K4U research is organised into two broad interacting streams: Building social policies and Deliberating policy.

Unlike many projects in analytic philosophy, and in accord with its Popperian emphasis on ensuring concrete content for its general philosophical concepts and claims, K4U involves not only the kind of theoretical and conceptual development, analysis and rigorous interrogation characteristic of the philosophy of science, but, through six case studies, it also involves hands-on primary research on real policy problems. The conceptual analyses create a better understanding of how to build and deliberate social policies, which is evaluated in areas of real policy concern, and vice versa. This underwrites our confidence that breakthroughs on the conceptual side will contribute to improvements for real societal problems and that K4U’s theoretical results will meet a high standard of warrant, tested both analytically and empirically. K4U will concentrate on the following stages in the policy process:

  • Asking the right questions. (Formulating the problem; “operationalizing” target outcomes.
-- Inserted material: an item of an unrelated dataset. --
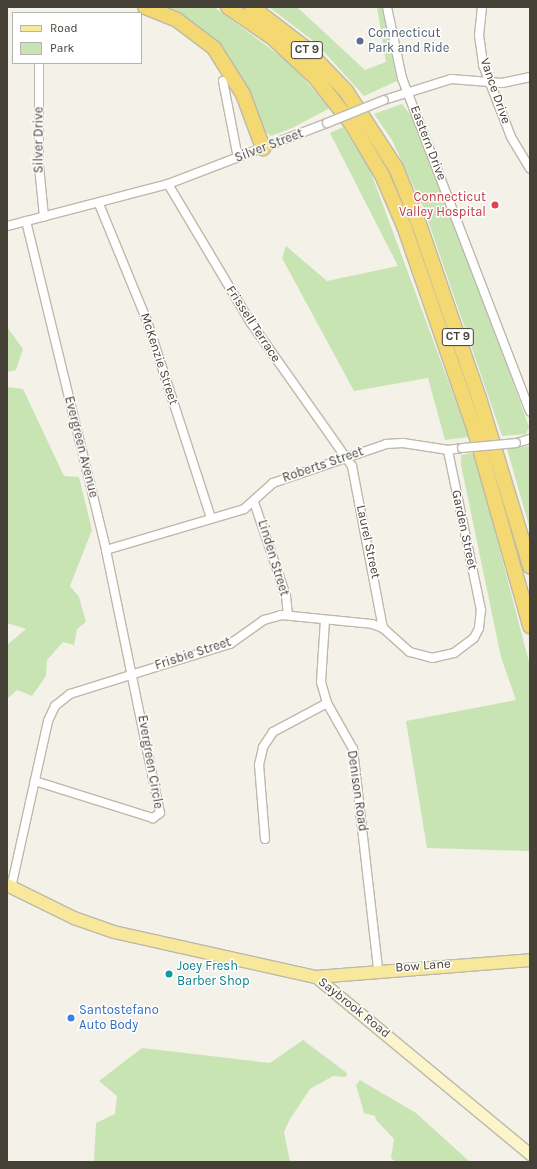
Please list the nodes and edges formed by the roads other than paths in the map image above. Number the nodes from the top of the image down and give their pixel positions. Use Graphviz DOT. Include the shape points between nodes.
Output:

This builds on my work on concept warrant and social science measurement [cf Cartwright & Bradburn 2011]).
  • Assembling policy proposals. (Based on its work on causal modelling, K4U will offer practicable guidance on how to identify what is going wrong and how to effect change).
  • Collecting the right evidence. (K4U will outline kinds of evidence needed for reliable prediction of policy outcomes in local contexts).
  • Putting together what we know. (K4U will develop innovative methods for dealing with heterogeneous information--see Building social policies).
  • Deciding what to do. (Negotiating costs, benefits, probability of success, side effects, structural repercussions, and political, moral and cultural acceptability of policy proposals).
  • Knowing if you are successful. (Using recent philosophical research on causal mechanisms to tell if a policy has delivered sustainable, long term success, [cf Cartwright 2007, Russo & Williamson 2007]).